Start of Available data

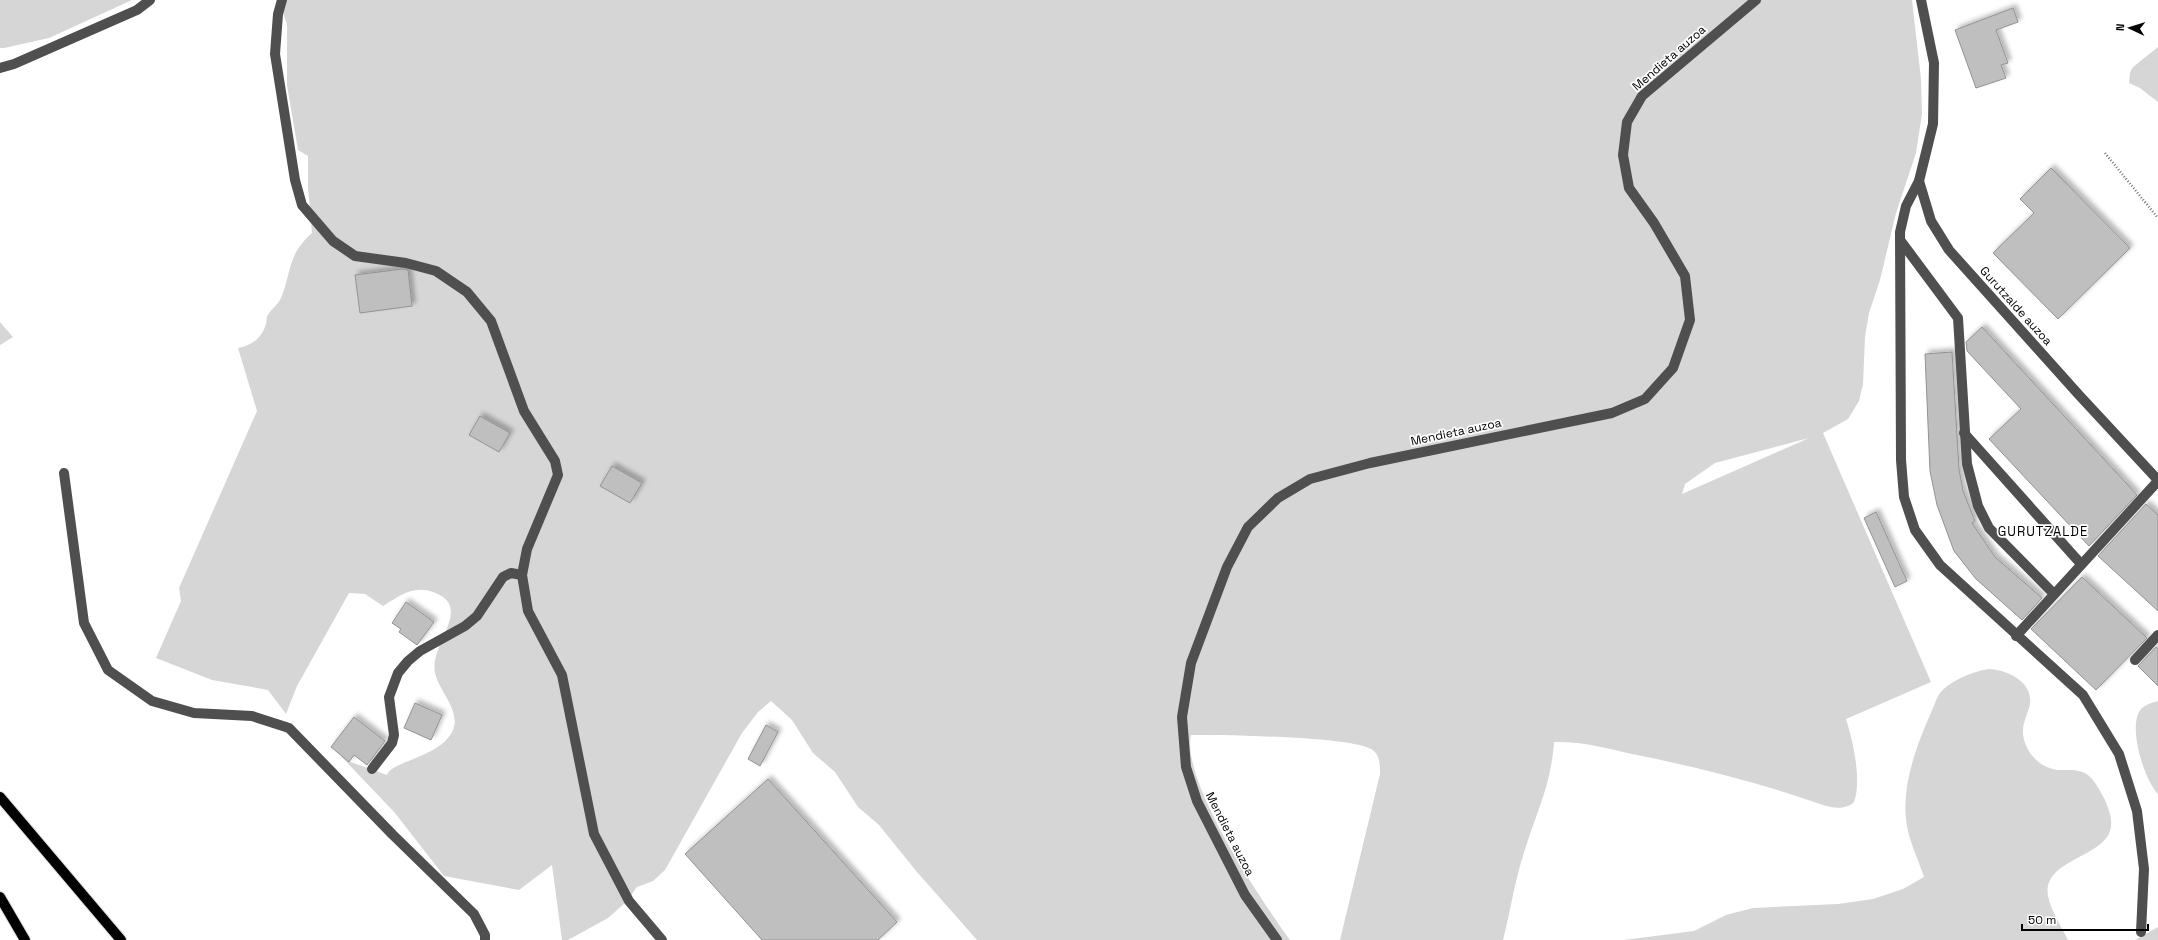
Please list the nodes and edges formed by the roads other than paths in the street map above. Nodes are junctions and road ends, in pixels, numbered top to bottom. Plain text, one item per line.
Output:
1 (150, 0) edge
2 (282, 0) edge
3 (1756, 0) edge
4 (1921, 0) edge
5 (0, 68) edge
6 (1919, 181) junction
7 (1900, 240) junction
8 (1964, 433) junction
9 (64, 473) dead end
10 (2158, 480) edge
11 (2081, 564) junction
12 (522, 575) junction
13 (2054, 594) junction
14 (2158, 635) edge
15 (2016, 636) junction
16 (2135, 660) dead end
17 (372, 769) dead end
18 (0, 797) edge
19 (0, 897) edge
20 (2141, 932) dead end
21 (25, 940) edge
22 (121, 940) edge
23 (485, 940) edge
24 (662, 940) edge
25 (1277, 940) edge

1 - 5 street
2 - 12 street
3 - 25 street, Mendieta auzoa
4 - 6 street
6 - 7 street
6 - 10 street, Gurutzalde auzoa
7 - 8 street
7 - 15 street
8 - 11 street
8 - 13 street
9 - 23 street
10 - 11 street, Gurutzalde auzoa
11 - 13 street, Gurutzalde auzoa
12 - 17 street
12 - 24 street
13 - 15 street, Gurutzalde auzoa
14 - 16 street
15 - 20 street
18 - 22 main road
19 - 21 main road

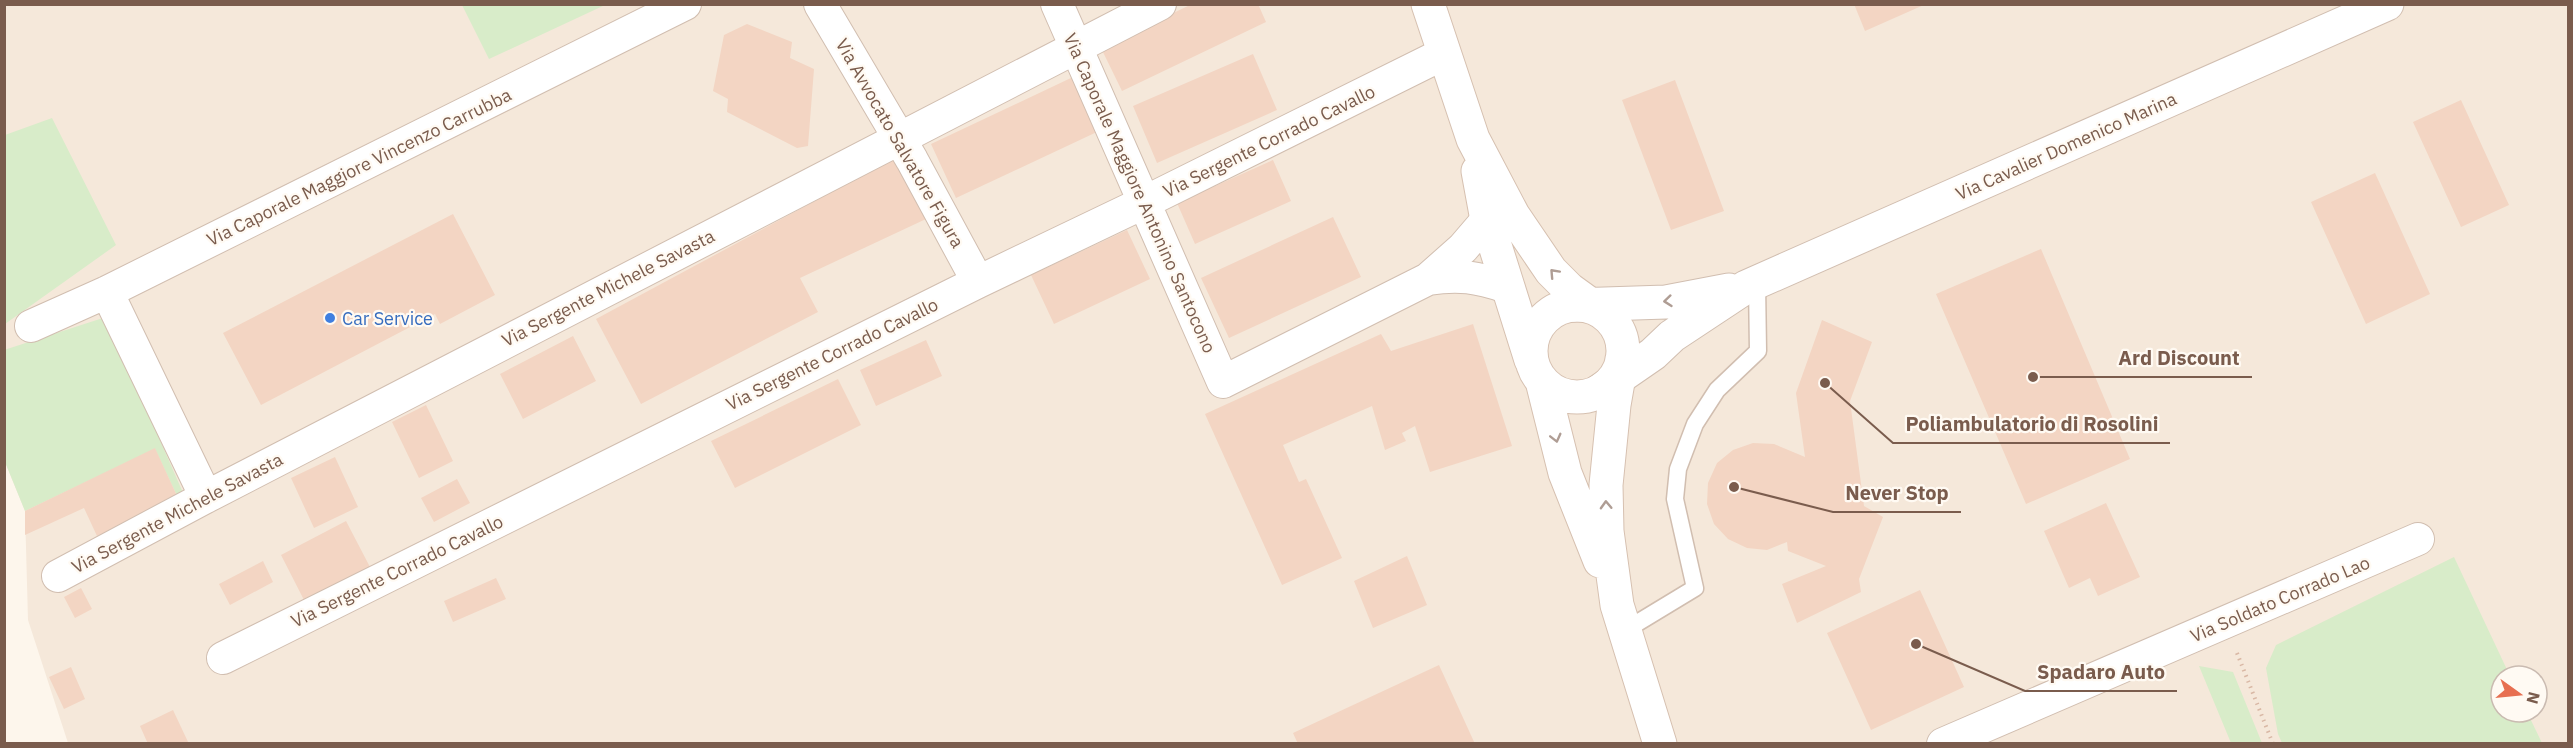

End of Available data

◆ **Required work**: Reproduce every line above exactly, pictures excluded.

◆ **Task response**:
Please list the nodes and edges formed by the roads other than paths in the street map above. Nodes are junctions and road ends, in pixels, numbered top to bottom. Plain text, one item per line.
Output:
1 (150, 0) edge
2 (282, 0) edge
3 (1756, 0) edge
4 (1921, 0) edge
5 (0, 68) edge
6 (1919, 181) junction
7 (1900, 240) junction
8 (1964, 433) junction
9 (64, 473) dead end
10 (2158, 480) edge
11 (2081, 564) junction
12 (522, 575) junction
13 (2054, 594) junction
14 (2158, 635) edge
15 (2016, 636) junction
16 (2135, 660) dead end
17 (372, 769) dead end
18 (0, 797) edge
19 (0, 897) edge
20 (2141, 932) dead end
21 (25, 940) edge
22 (121, 940) edge
23 (485, 940) edge
24 (662, 940) edge
25 (1277, 940) edge

1 - 5 street
2 - 12 street
3 - 25 street, Mendieta auzoa
4 - 6 street
6 - 7 street
6 - 10 street, Gurutzalde auzoa
7 - 8 street
7 - 15 street
8 - 11 street
8 - 13 street
9 - 23 street
10 - 11 street, Gurutzalde auzoa
11 - 13 street, Gurutzalde auzoa
12 - 17 street
12 - 24 street
13 - 15 street, Gurutzalde auzoa
14 - 16 street
15 - 20 street
18 - 22 main road
19 - 21 main road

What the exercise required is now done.